Activity: Only the text is wanted; write out each record below exactly and exclude all pictures.

-- Source records follows --

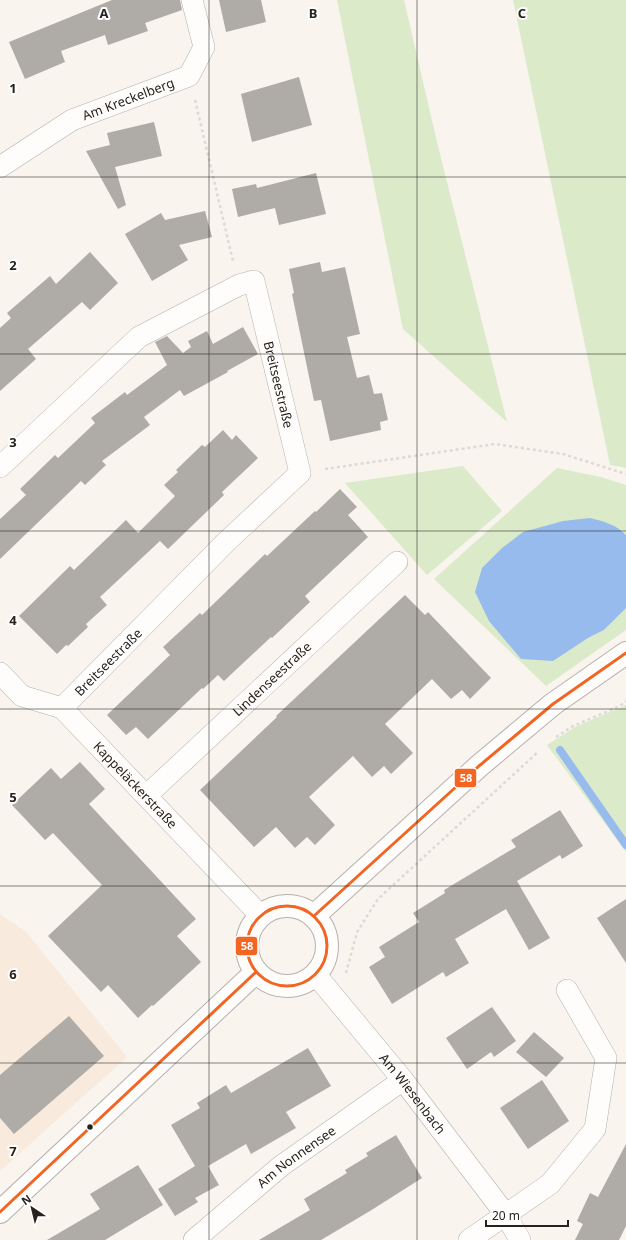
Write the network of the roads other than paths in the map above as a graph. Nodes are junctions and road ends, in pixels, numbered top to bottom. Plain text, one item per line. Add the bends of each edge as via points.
1 (192, 0) edge
2 (0, 167) edge
3 (0, 466) edge
4 (397, 562) dead end
5 (626, 653) edge
6 (0, 673) edge
7 (62, 708) junction
8 (146, 796) junction
9 (260, 915) junction
10 (315, 915) junction
11 (256, 972) junction
12 (322, 983) junction
13 (567, 990) dead end
14 (403, 1080) junction
15 (0, 1212) edge
16 (506, 1215) junction
17 (194, 1240) edge
18 (469, 1240) edge
19 (520, 1240) edge

1 - 2 street, Am Kreckelberg via 204,47 189,76 72,120
3 - 7 street, Breitseestraße via 139,337 239,285 254,281 300,473 226,542
4 - 8 street, Lindenseestraße
5 - 10 street via 553,704 479,766
6 - 7 street, Kappeläckerstraße via 22,696
7 - 8 street, Kappeläckerstraße
8 - 9 street, Kappeläckerstraße
9 - 10 street via 273,907 292,905
9 - 11 street via 249,931 246,948 249,962
10 - 12 street via 328,940
11 - 12 street via 269,982 289,987
11 - 15 street
12 - 14 street, Am Wiesenbach
13 - 16 street via 606,1058 595,1129 550,1184
14 - 16 street, Am Wiesenbach
14 - 17 street, Am Nonnensee via 281,1166
16 - 18 street
16 - 19 street, Am Wiesenbach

-- Source records concluded --

Result for this exercise:
Write the network of the roads other than paths in the map above as a graph. Nodes are junctions and road ends, in pixels, numbered top to bottom. Plain text, one item per line. Add the bends of each edge as via points.
1 (192, 0) edge
2 (0, 167) edge
3 (0, 466) edge
4 (397, 562) dead end
5 (626, 653) edge
6 (0, 673) edge
7 (62, 708) junction
8 (146, 796) junction
9 (260, 915) junction
10 (315, 915) junction
11 (256, 972) junction
12 (322, 983) junction
13 (567, 990) dead end
14 (403, 1080) junction
15 (0, 1212) edge
16 (506, 1215) junction
17 (194, 1240) edge
18 (469, 1240) edge
19 (520, 1240) edge

1 - 2 street, Am Kreckelberg via 204,47 189,76 72,120
3 - 7 street, Breitseestraße via 139,337 239,285 254,281 300,473 226,542
4 - 8 street, Lindenseestraße
5 - 10 street via 553,704 479,766
6 - 7 street, Kappeläckerstraße via 22,696
7 - 8 street, Kappeläckerstraße
8 - 9 street, Kappeläckerstraße
9 - 10 street via 273,907 292,905
9 - 11 street via 249,931 246,948 249,962
10 - 12 street via 328,940
11 - 12 street via 269,982 289,987
11 - 15 street
12 - 14 street, Am Wiesenbach
13 - 16 street via 606,1058 595,1129 550,1184
14 - 16 street, Am Wiesenbach
14 - 17 street, Am Nonnensee via 281,1166
16 - 18 street
16 - 19 street, Am Wiesenbach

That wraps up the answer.